• _Work to complete_: Your response should consist solely of the lines from the one containing "Build a routing graph from this" through the final line of the entries, repeated exactly.

[Saved data entries]
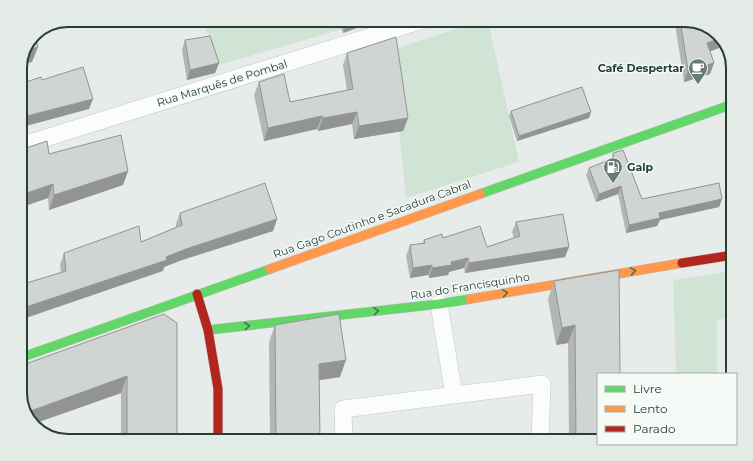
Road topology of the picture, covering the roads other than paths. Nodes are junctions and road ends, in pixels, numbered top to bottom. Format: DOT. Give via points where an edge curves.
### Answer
graph roads {
  1 [pos="401,27"];
  2 [pos="726,106"];
  3 [pos="27,144"];
  4 [pos="726,256"];
  5 [pos="197,294"];
  6 [pos="439,304"];
  7 [pos="208,330"];
  8 [pos="27,355"];
  9 [pos="454,395"];
  10 [pos="218,434"];
  11 [pos="344,434"];
  12 [pos="540,434"];
  1 -- 3 [label="street, Rua Marquês de Pombal"];
  2 -- 5 [label="street, Rua Gago Coutinho e Sacadura Cabral"];
  6 -- 4 [label="street, Rua do Francisquinho, one-way"];
  5 -- 7 [label="street"];
  5 -- 8 [label="street, Rua Gago Coutinho e Sacadura Cabral"];
  7 -- 6 [label="street, Rua do Francisquinho, one-way"];
  6 -- 9 [label="street"];
  7 -- 10 [label="street" via="218,389"];
  9 -- 11 [label="street" via="343,409"];
  9 -- 12 [label="street" via="542,384"];
}
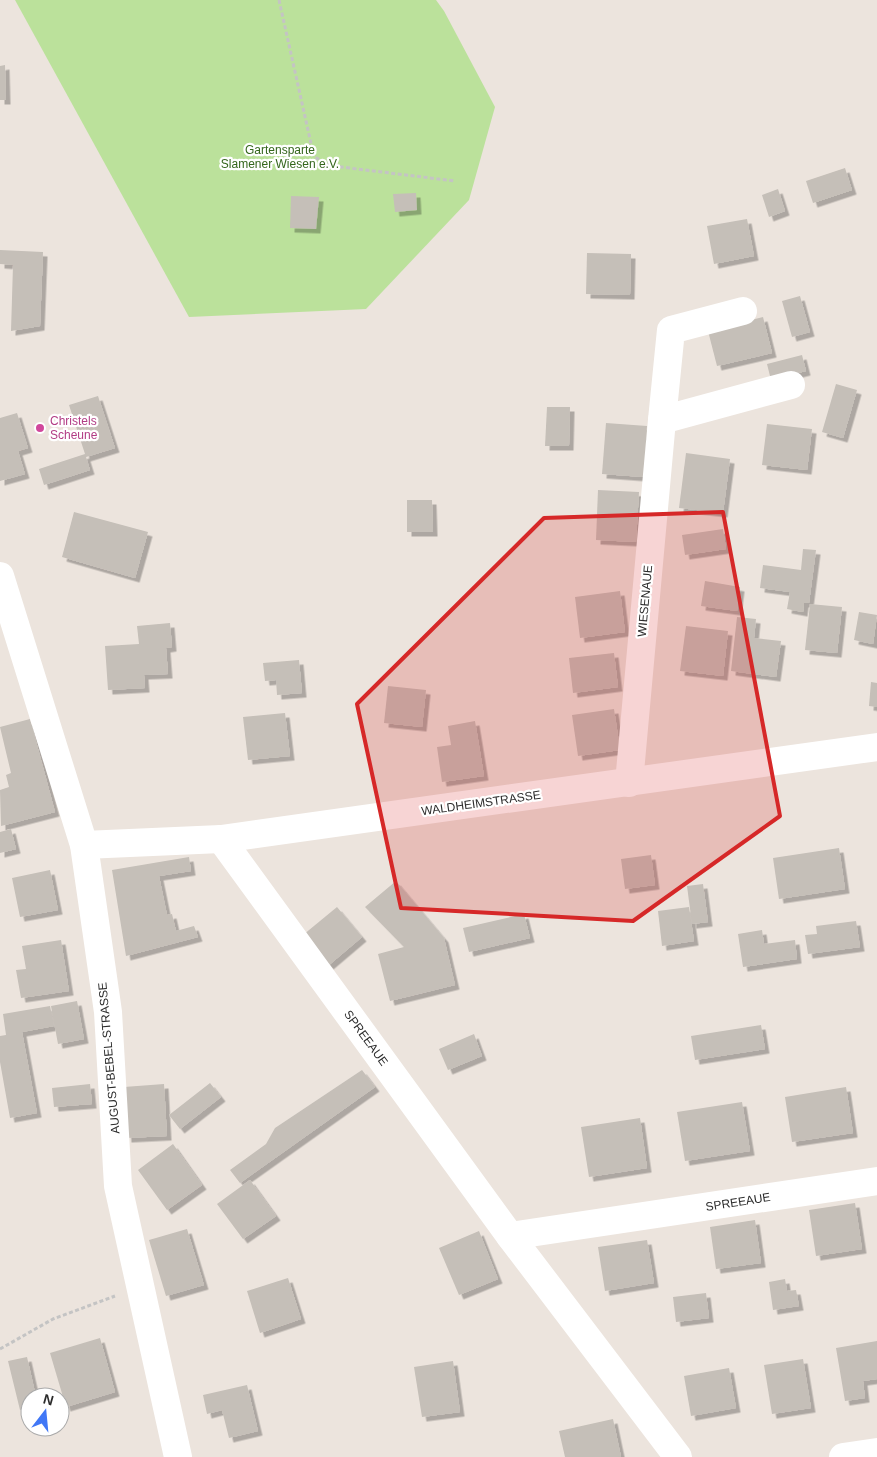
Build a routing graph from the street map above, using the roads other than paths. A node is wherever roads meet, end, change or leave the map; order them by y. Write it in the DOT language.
graph roads {
  1 [pos="743,311"];
  2 [pos="791,385"];
  3 [pos="662,420"];
  4 [pos="0,576"];
  5 [pos="877,747"];
  6 [pos="628,783"];
  7 [pos="221,839"];
  8 [pos="84,845"];
  9 [pos="877,1181"];
  10 [pos="510,1236"];
  11 [pos="877,1452"];
  12 [pos="178,1457"];
  13 [pos="678,1457"];
  14 [pos="844,1457"];
  1 -- 3 [label="street, WIESENAUE"];
  2 -- 3 [label="street"];
  3 -- 6 [label="street, WIESENAUE"];
  4 -- 8 [label="street, AUGUST-BEBEL-STRASSE"];
  5 -- 6 [label="street, WALDHEIMSTRASSE"];
  6 -- 7 [label="street, WALDHEIMSTRASSE"];
  7 -- 8 [label="street, WALDHEIMSTRASSE"];
  7 -- 10 [label="street, SPREEAUE"];
  8 -- 12 [label="street, AUGUST-BEBEL-STRASSE"];
  9 -- 10 [label="street, SPREEAUE"];
  10 -- 13 [label="street, SPREEAUE"];
  11 -- 14 [label="street"];
}
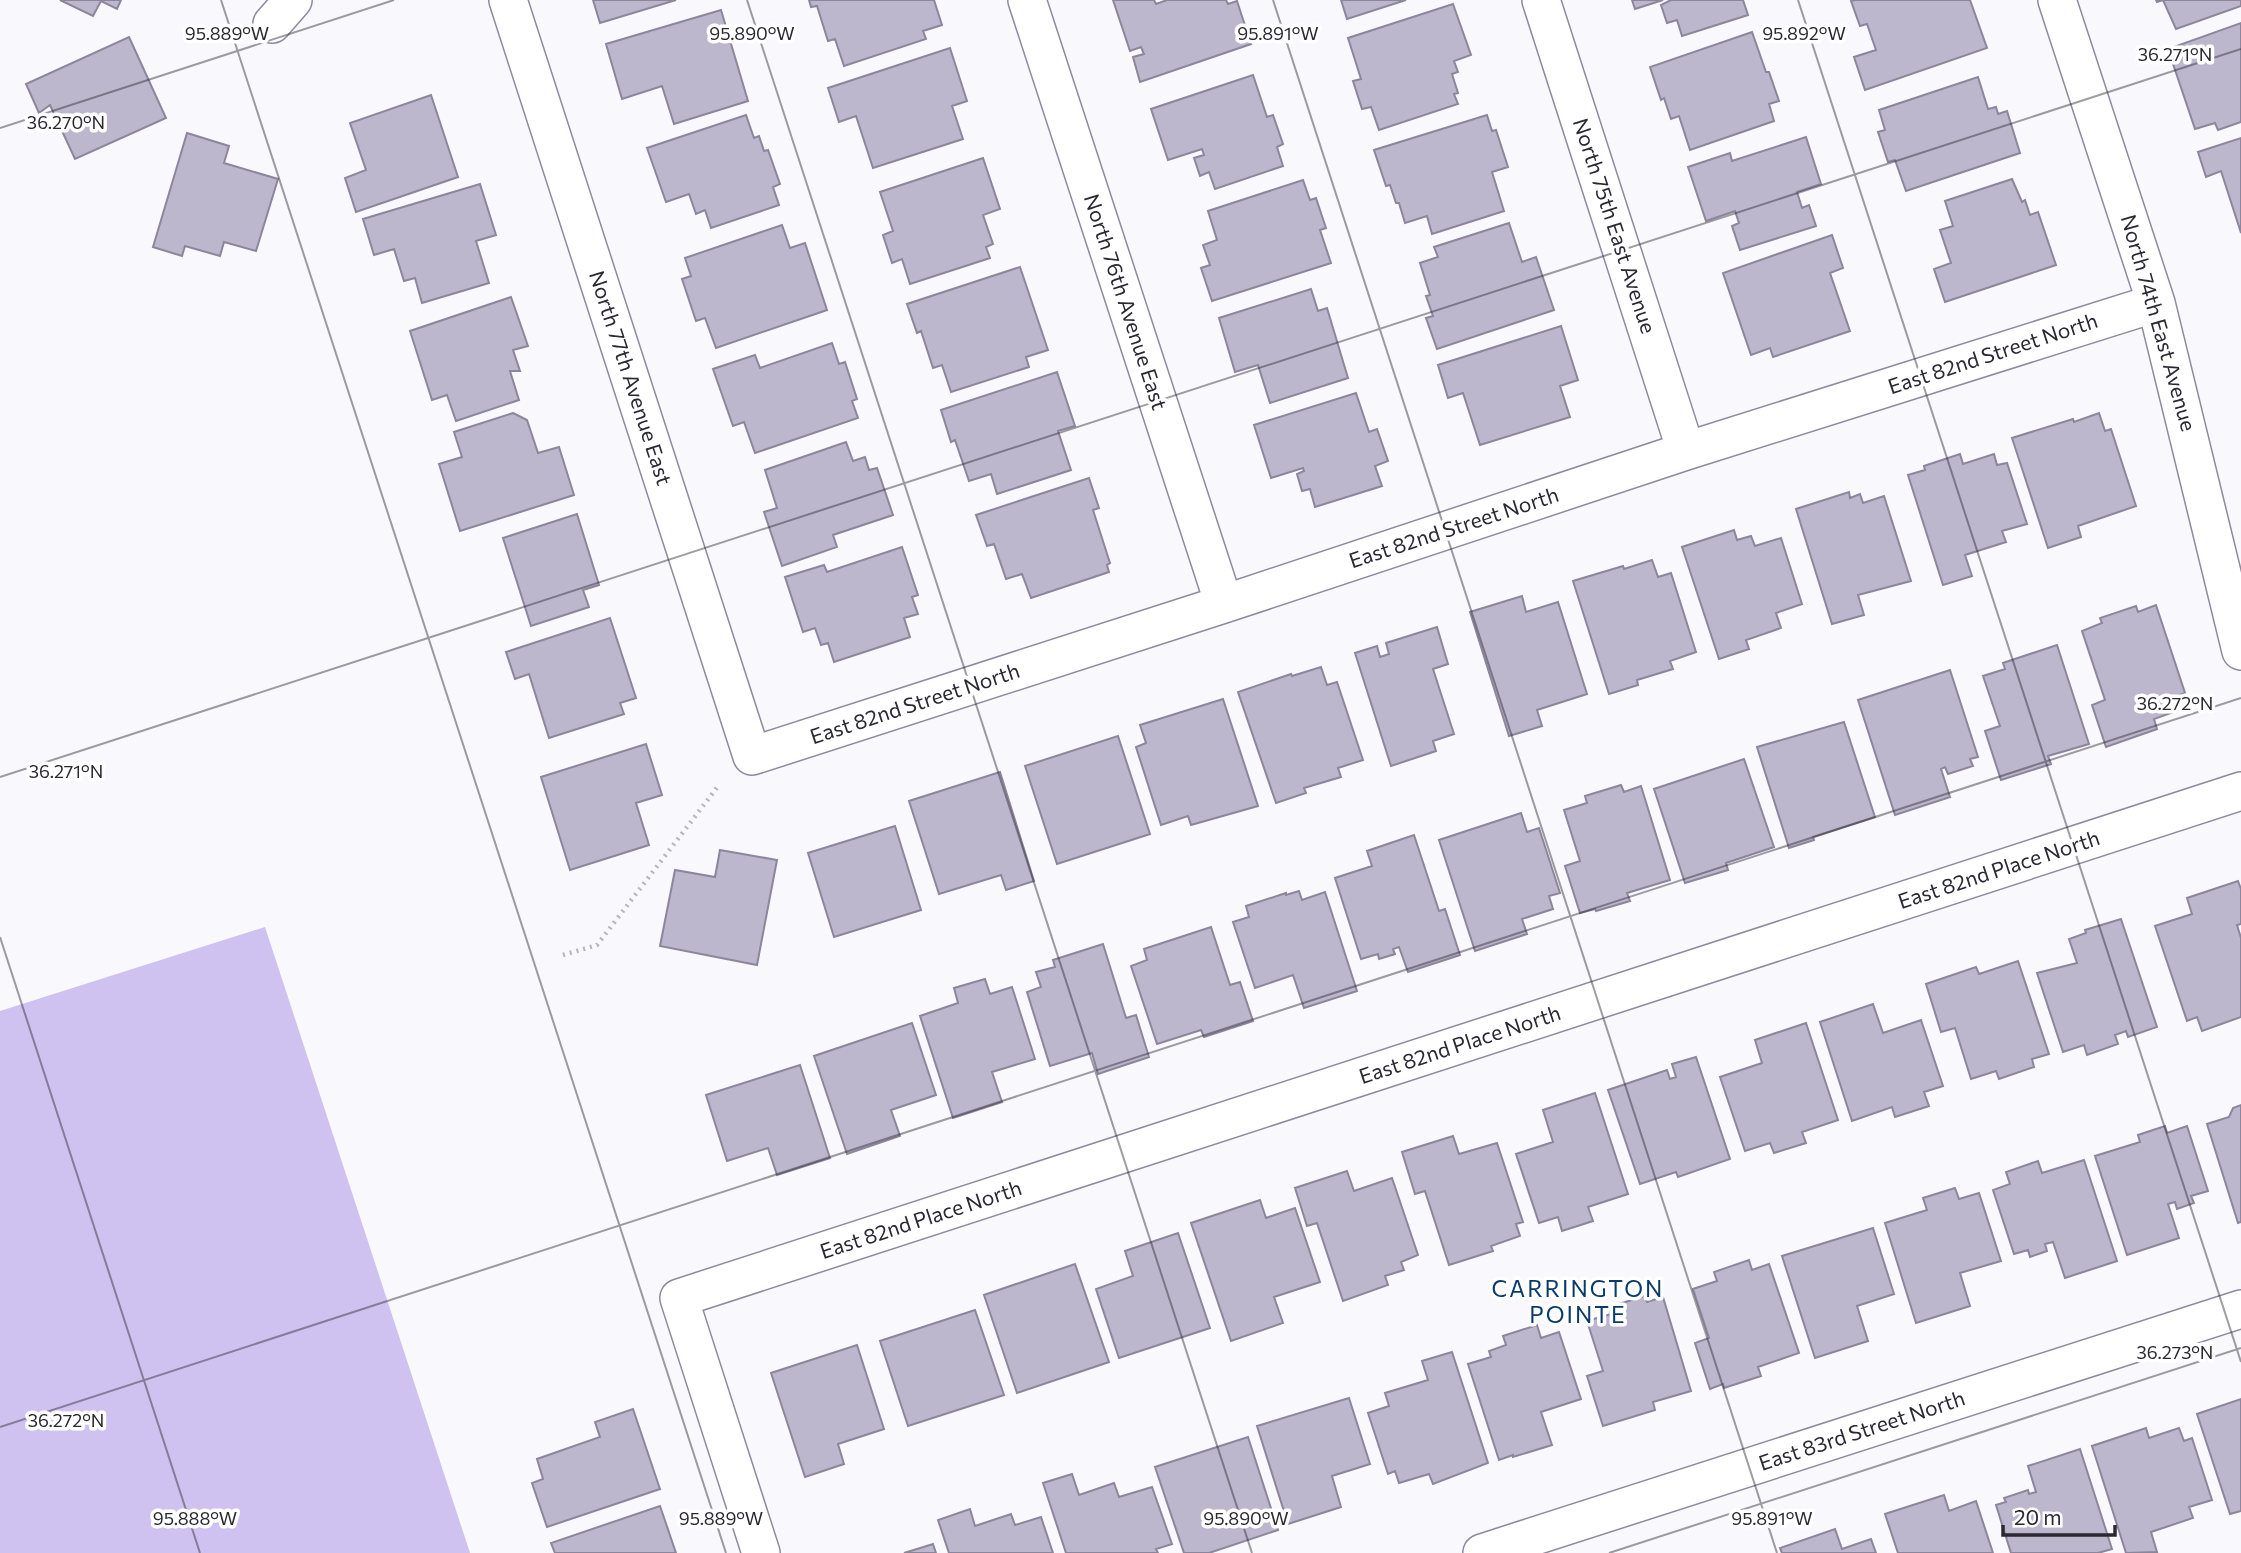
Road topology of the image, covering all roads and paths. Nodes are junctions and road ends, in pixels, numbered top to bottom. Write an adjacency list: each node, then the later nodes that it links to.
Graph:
1 (508, 0): 9 (street, North 77th Avenue East)
2 (1027, 0): 7 (street, North 76th Avenue East)
3 (1541, 0): 6 (street, North 75th East Avenue)
4 (2057, 0): 5 (street, North 74th East Avenue)
5 (2157, 303): 6 (street, East 82nd Street North); 8 (street, North 74th East Avenue)
6 (1686, 452): 7 (street, East 82nd Street North)
7 (1224, 604): 9 (street, East 82nd Street North)
8 (2241, 652)
9 (752, 757)
10 (719, 785): 12 (path)
11 (2241, 791): 14 (street, East 82nd Place North)
12 (563, 955)
13 (2241, 1309): 15 (street, East 83rd Street North)
14 (761, 1553)
15 (1482, 1553)

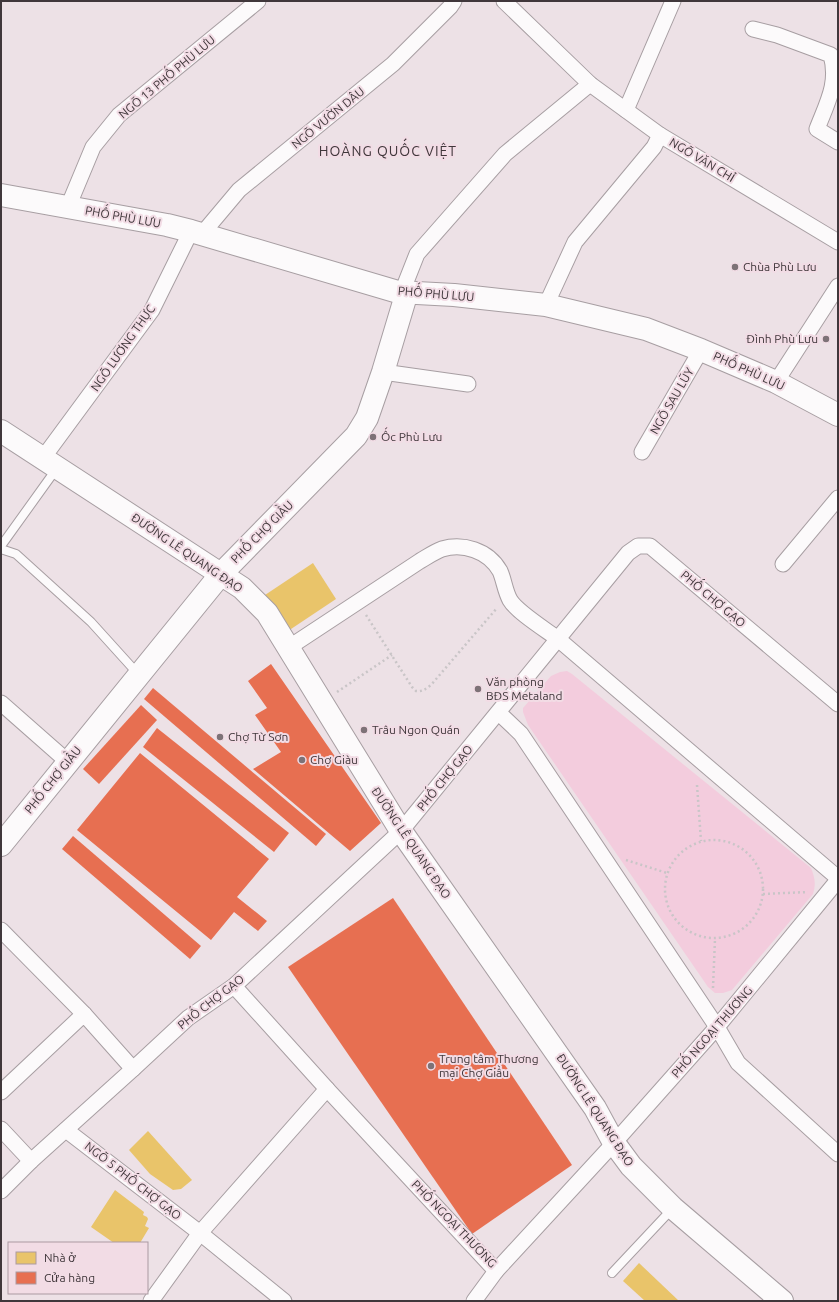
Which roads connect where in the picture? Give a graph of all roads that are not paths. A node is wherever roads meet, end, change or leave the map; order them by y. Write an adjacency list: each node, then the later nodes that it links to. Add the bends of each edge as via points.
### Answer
1 (258, 1): 11 (street, NGÕ 13 PHỐ PHÙ LƯU, via 119,115 93,147)
2 (454, 1): 12 (street, NGÕ VƯỜN DÂU, via 394,64 239,190)
3 (504, 1): 6 (street)
4 (673, 1): 7 (street)
5 (753, 29): 9 (street, via 831,55 834,66 833,90 817,129)
6 (590, 84): 7 (street); 15 (street, via 505,154 417,254)
7 (626, 110): 8 (street)
8 (660, 135): 13 (street, NGÕ VĂN CHỈ); 16 (street, NGÕ VĂN CHỈ, via 654,147 575,242)
9 (838, 142)
10 (1, 194): 11 (main road, PHỐ PHÙ LƯU)
11 (68, 207): 12 (main road, PHỐ PHÙ LƯU)
12 (196, 232): 15 (main road, PHỐ PHÙ LƯU); 24 (street, NGÕ LƯƠNG THỰC, via 152,310)
13 (838, 242)
14 (838, 286): 19 (street)
15 (405, 292): 16 (main road, PHỐ PHÙ LƯU); 18 (main road, PHỐ CHỢ GIẦU)
16 (546, 305): 17 (main road, PHỐ PHÙ LƯU, via 646,329)
17 (701, 350): 19 (main road, PHỐ PHÙ LƯU); 23 (street, NGÕ SAU LŨY)
18 (383, 372): 20 (street); 28 (main road, PHỐ CHỢ GIẦU, via 367,418 356,436)
19 (776, 382): 21 (main road, PHỐ PHÙ LƯU)
20 (468, 384)
21 (838, 415)
22 (1, 431): 24 (main road, ĐƯỜNG LÊ QUANG ĐẠO)
23 (642, 452)
24 (50, 463): 26 (lane); 28 (main road, ĐƯỜNG LÊ QUANG ĐẠO)
25 (838, 498): 27 (street)
26 (1, 548): 31 (lane, via 16,554 91,622)
27 (783, 564)
28 (221, 574): 30 (main road, ĐƯỜNG LÊ QUANG ĐẠO, via 242,588 267,613); 31 (main road, PHỐ CHỢ GIẦU)
29 (558, 639): 30 (street, via 516,608 510,600 500,571 490,558 468,547 455,546 440,550 420,561); 33 (street, PHỐ CHỢ GẠO, via 628,553 638,546 650,546); 34 (street, PHỐ CHỢ GẠO); 38 (street)
30 (288, 648): 36 (main road, ĐƯỜNG LÊ QUANG ĐẠO)
31 (138, 675): 35 (main road, PHỐ CHỢ GIẦU)
32 (1, 703): 35 (street)
33 (838, 704)
34 (499, 713): 36 (street, PHỐ CHỢ GẠO); 42 (street, via 521,734)
35 (68, 762): 37 (main road, PHỐ CHỢ GIẦU)
36 (401, 831): 40 (street, PHỐ CHỢ GẠO); 48 (main road, ĐƯỜNG LÊ QUANG ĐẠO, via 595,1108)
37 (1, 845)
38 (838, 879): 42 (street, PHỐ NGOẠI THƯƠNG)
39 (1, 930): 41 (street)
40 (234, 986): 43 (street, PHỐ CHỢ GẠO, via 188,1018); 44 (street, PHỐ NGOẠI THƯƠNG)
41 (84, 1014): 43 (street); 45 (street)
42 (717, 1028): 48 (street, PHỐ NGOẠI THƯƠNG); 49 (street, via 738,1063)
43 (133, 1069): 47 (street, PHỐ CHỢ GẠO)
44 (327, 1089): 53 (street); 54 (street, PHỐ NGOẠI THƯƠNG)
45 (1, 1092)
46 (1, 1129): 50 (street)
47 (66, 1130): 50 (street, PHỐ CHỢ GẠO); 53 (street, NGÕ 5 PHỐ CHỢ GẠO)
48 (614, 1143): 52 (main road, ĐƯỜNG LÊ QUANG ĐẠO, via 629,1164); 54 (street, PHỐ NGOẠI THƯƠNG)
49 (838, 1154)
50 (31, 1161): 51 (street, PHỐ CHỢ GẠO)
51 (1, 1191)
52 (673, 1208): 55 (lane); 59 (main road, ĐƯỜNG LÊ QUANG ĐẠO)
53 (200, 1233): 56 (street); 57 (street, NGÕ 5 PHỐ CHỢ GẠO)
54 (496, 1271): 58 (street)
55 (612, 1273)
56 (151, 1301)
57 (284, 1301)
58 (474, 1301)
59 (782, 1301)

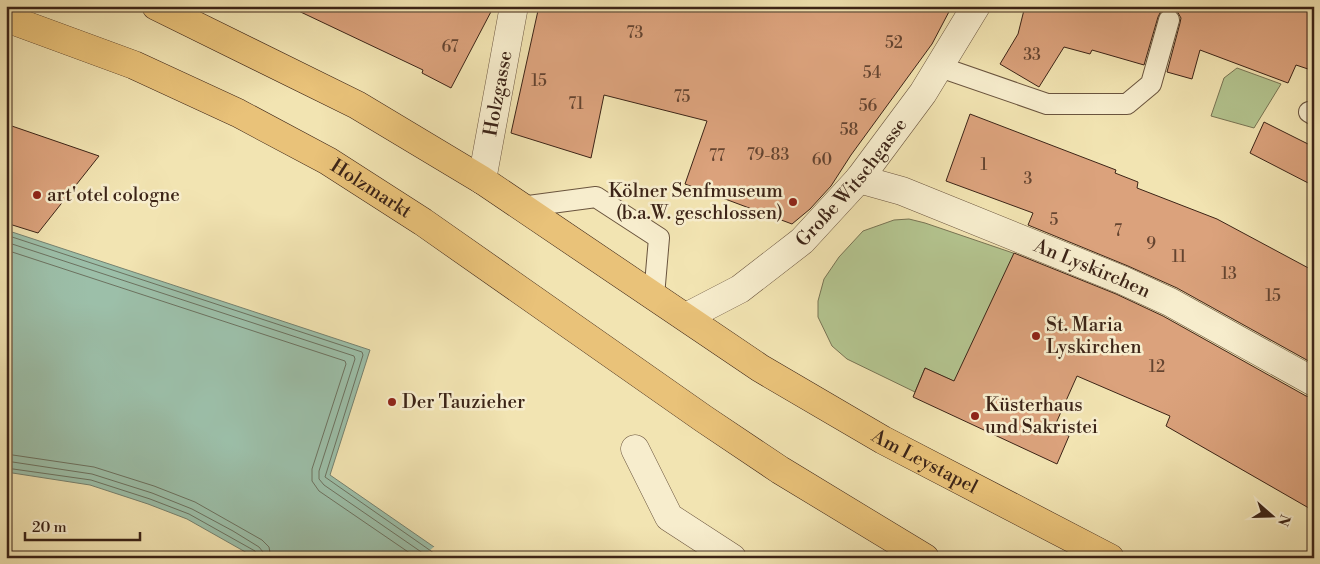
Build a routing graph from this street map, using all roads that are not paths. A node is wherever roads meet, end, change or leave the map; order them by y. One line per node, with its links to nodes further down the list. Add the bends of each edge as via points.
1 (156, 6): 4 (main road)
2 (514, 6): 9 (street, Holzgasse)
3 (976, 6): 7 (street, Große Witschgasse)
4 (184, 12): 9 (main road, via 357,105)
5 (6, 18): 16 (main road, Holzmarkt, via 134,65 238,113 328,161 423,222 780,470)
6 (1169, 20): 7 (lane, via 1151,84 1127,104 1047,104)
7 (940, 67): 8 (street, Große Witschgasse)
8 (859, 179): 12 (street, Große Witschgasse, via 802,241 740,290); 13 (street, An Lyskirchen, via 902,191 1122,280 1170,302)
9 (482, 180): 10 (main road)
10 (521, 207): 11 (main road); 11 (lane, via 596,197 659,238)
11 (654, 296): 12 (main road)
12 (686, 317): 17 (main road, Am Leystapel, via 744,358 883,440)
13 (1314, 382)
14 (635, 449): 15 (street, via 669,517)
15 (732, 558)
16 (925, 558)
17 (1110, 558)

• _Exercise output_:
Build a routing graph from this street map, using all roads that are not paths. A node is wherever roads meet, end, change or leave the map; order them by y. One line per node, with its links to nodes further down the list. Add the bends of each edge as via points.
1 (156, 6): 4 (main road)
2 (514, 6): 9 (street, Holzgasse)
3 (976, 6): 7 (street, Große Witschgasse)
4 (184, 12): 9 (main road, via 357,105)
5 (6, 18): 16 (main road, Holzmarkt, via 134,65 238,113 328,161 423,222 780,470)
6 (1169, 20): 7 (lane, via 1151,84 1127,104 1047,104)
7 (940, 67): 8 (street, Große Witschgasse)
8 (859, 179): 12 (street, Große Witschgasse, via 802,241 740,290); 13 (street, An Lyskirchen, via 902,191 1122,280 1170,302)
9 (482, 180): 10 (main road)
10 (521, 207): 11 (main road); 11 (lane, via 596,197 659,238)
11 (654, 296): 12 (main road)
12 (686, 317): 17 (main road, Am Leystapel, via 744,358 883,440)
13 (1314, 382)
14 (635, 449): 15 (street, via 669,517)
15 (732, 558)
16 (925, 558)
17 (1110, 558)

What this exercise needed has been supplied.